By that statement you completely invalidate your entire argument. What you're saying amounts to "English is what I say it is and nobody can gainsay me, not even the OED". Well, this may come as a small surprise to you mate, but the vast majority of English speakers on this planet will tend go by what the OED (or Marriam-Webster for 'merkins) says rather than Richard 120.
I suggest you return to your dictionary and look up the word "portmanteau". Then have a think about where a substantial number of the words in the English language come from. Consider what Shakespeare might have made of words like "computer", "internet", "email" and "telephone". If you study the history of any language that is not a conlang, you'll see that it is continuously evolving as cultures, technologies and social mores change. English perhaps more so than most, on account of its being spoken by the widest variety of countries and cultures. Words like "chillax" and "guesstimate" that seem so ridiculous to you now will, to people years hence, be as much part of the language as words like "computer" and "internet" are to us.
... defines guesstimate as:
"A grossly inflated and entirely imaginary number concocted by the CBI to describe improbable economic damage to the British economy (the bit of it owned by their members) caused by anything the CBI think ought to irritate them. Previous uses have included (with figures)
- Workers breathing on company time (£165m per day)
- Consumers demanding goods in return for money paid (£200m per hour)
- Workers failing to turn up 3 hours early or leave 10 hours late (£2bn PA)
- A lack of nuclear power stations (£TBC)
- Laws (£500bn PA)
- Premature migration of African swallows bearing coconuts (£9.67 ex VAT)
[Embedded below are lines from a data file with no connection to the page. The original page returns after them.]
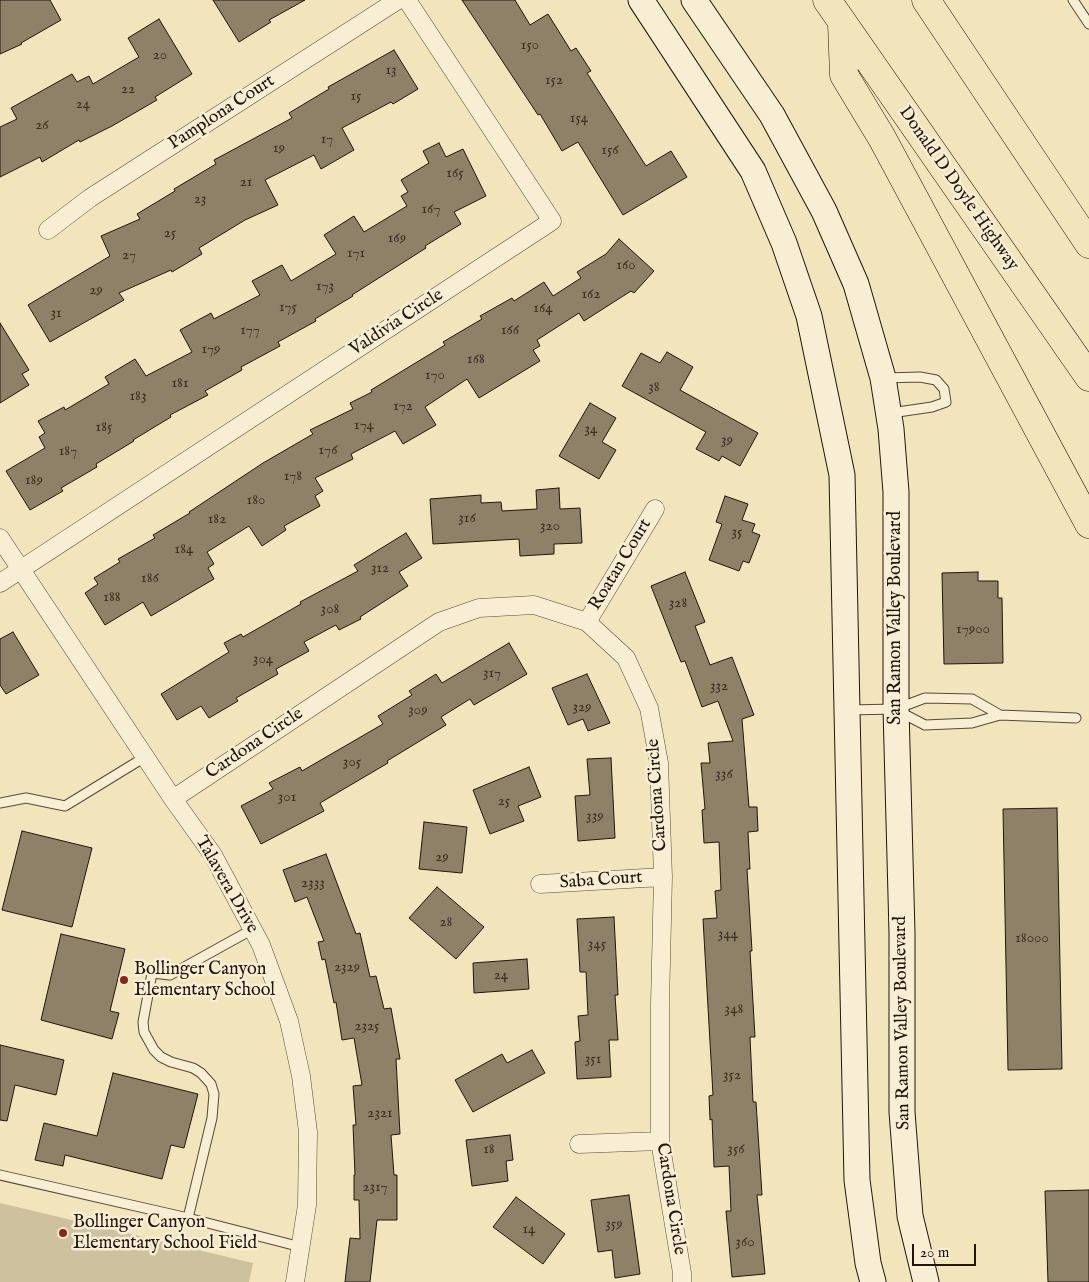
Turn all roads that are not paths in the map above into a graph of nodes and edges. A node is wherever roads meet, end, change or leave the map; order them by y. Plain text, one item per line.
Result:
1 (398, 0) edge
2 (407, 0) edge
3 (641, 0) edge
4 (694, 0) edge
5 (827, 0) edge
6 (926, 0) edge
7 (1073, 0) edge
8 (842, 24) junction
9 (1089, 24) edge
10 (48, 230) dead end
11 (1089, 244) edge
12 (1089, 377) edge
13 (883, 378) junction
14 (888, 414) junction
15 (655, 509) dead end
16 (1089, 524) edge
17 (0, 538) edge
18 (20, 569) junction
19 (0, 582) edge
20 (587, 622) junction
21 (896, 709) junction
22 (848, 710) junction
23 (1000, 715) junction
24 (1076, 718) dead end
25 (145, 757) junction
26 (173, 799) junction
27 (0, 803) edge
28 (663, 877) junction
29 (540, 884) dead end
30 (252, 929) junction
31 (660, 1142) junction
32 (579, 1144) dead end
33 (0, 1175) edge
34 (188, 1218) junction
35 (301, 1247) junction
36 (295, 1282) edge
37 (682, 1282) edge
38 (873, 1282) edge
39 (926, 1282) edge

1 - 10 street, Pamplona Court
2 - 18 street, Valdivia Circle
3 - 22 main road
4 - 13 main road, San Ramon Valley Boulevard
5 - 8 highway, Donald D Doyle Highway
6 - 11 highway
7 - 9 lane
8 - 12 highway, Donald D Doyle Highway
8 - 16 highway
13 - 14 main road, San Ramon Valley Boulevard
13 - 14 lane
14 - 21 main road, San Ramon Valley Boulevard
15 - 20 street, Roatan Court
17 - 18 street, Talavera Drive
18 - 19 street
18 - 25 street, Talavera Drive
20 - 26 street, Cardona Circle
20 - 28 street, Cardona Circle
21 - 22 lane
21 - 23 lane
21 - 23 lane
21 - 39 main road, San Ramon Valley Boulevard
22 - 38 main road
23 - 24 lane
25 - 26 street, Talavera Drive
25 - 27 lane
26 - 30 street, Talavera Drive
28 - 29 street, Saba Court
28 - 31 street, Cardona Circle
30 - 34 lane
30 - 35 street, Talavera Drive
31 - 32 street
31 - 37 street, Cardona Circle
33 - 34 lane
34 - 35 lane
35 - 36 street, Talavera Drive

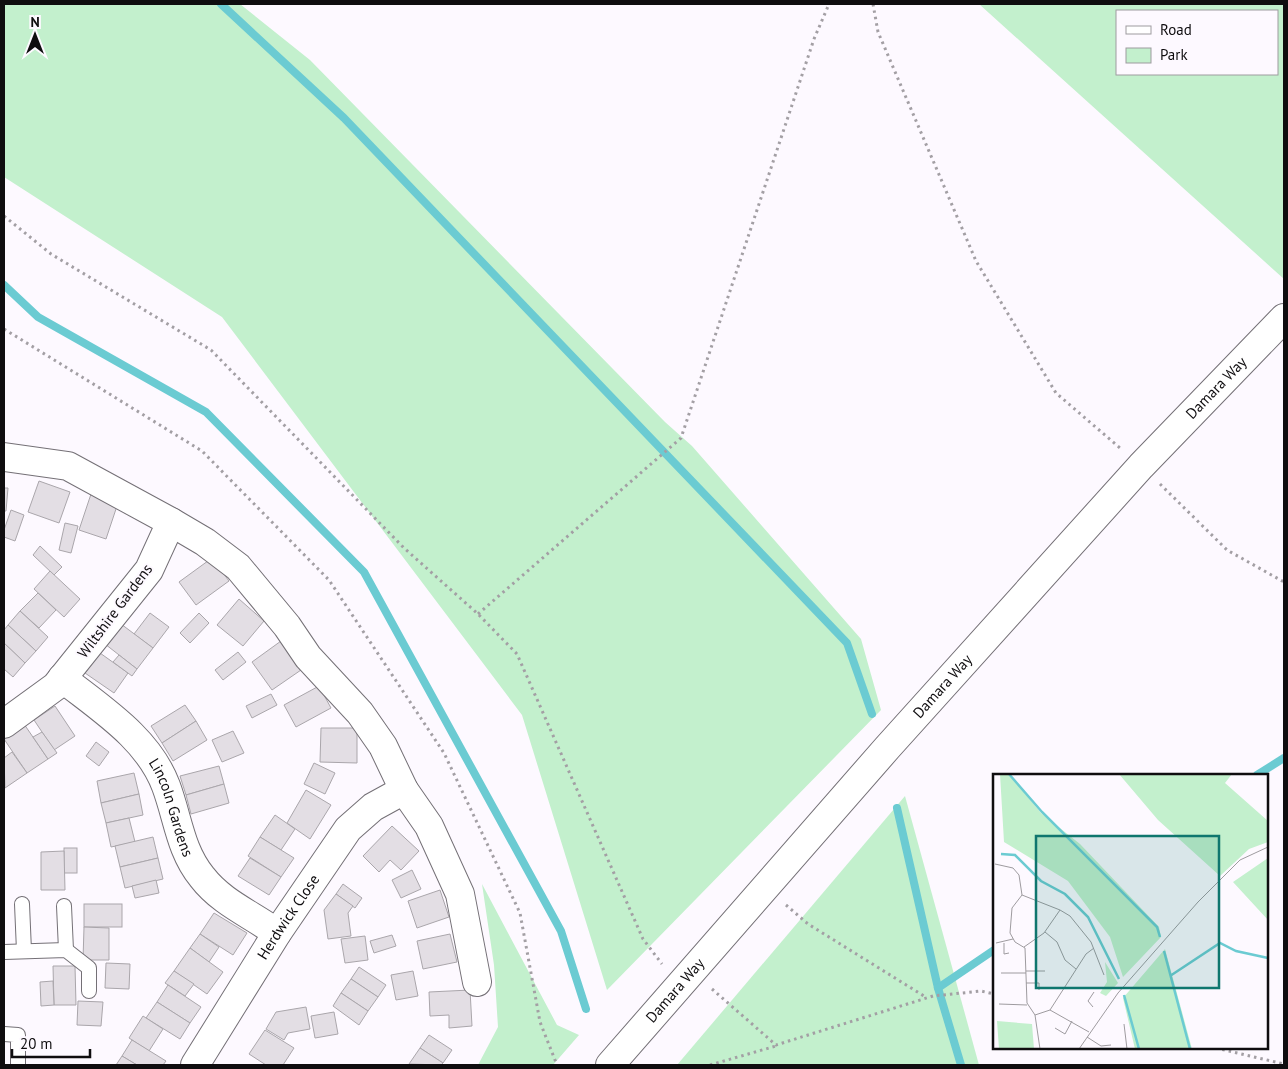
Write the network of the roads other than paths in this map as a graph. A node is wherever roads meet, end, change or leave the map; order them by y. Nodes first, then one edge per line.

See also: Conservative & Unionist Party, House of Lords, Gentlemans club, kleptocracy"
"One exaggerated response is all it takes to make the numbers rubbish."
Well no, not if the results are analysed properly. If one estimate of cost was £1Million but the average was £5k then you could probably disregard that number. The problem isn't the numbers being distorted by a few exagerations, it's people using the outliers to make a point - but that's sales/politics/machismo rather than statistics... but then maybe that was their point...
"a handful of people extrapolated to the whole population"
OK you have just decribed almost every single survey ever (except the census which is 2 handfuls of people extrapolated).
"surveys… are so compromised and biased that no faith whatever can be placed in their findings"
Again nothing to do with cyber-crime. ISTM that reports based on surveys are just a way to lie using the science of statistics to claim that it's true.
"All it takes is for a few self-styled Don Juans to hopelessly distort the figures."
As any feminist will tell you, men just can't help bragging.
Or so we thought. Later studies have revealed that the reason for the discrepancy is that women are under-reporting rather than men over-reporting.
This <sigh> according to the feminists because men shame women into this position or something.
What ever it is, it's your fault, guys.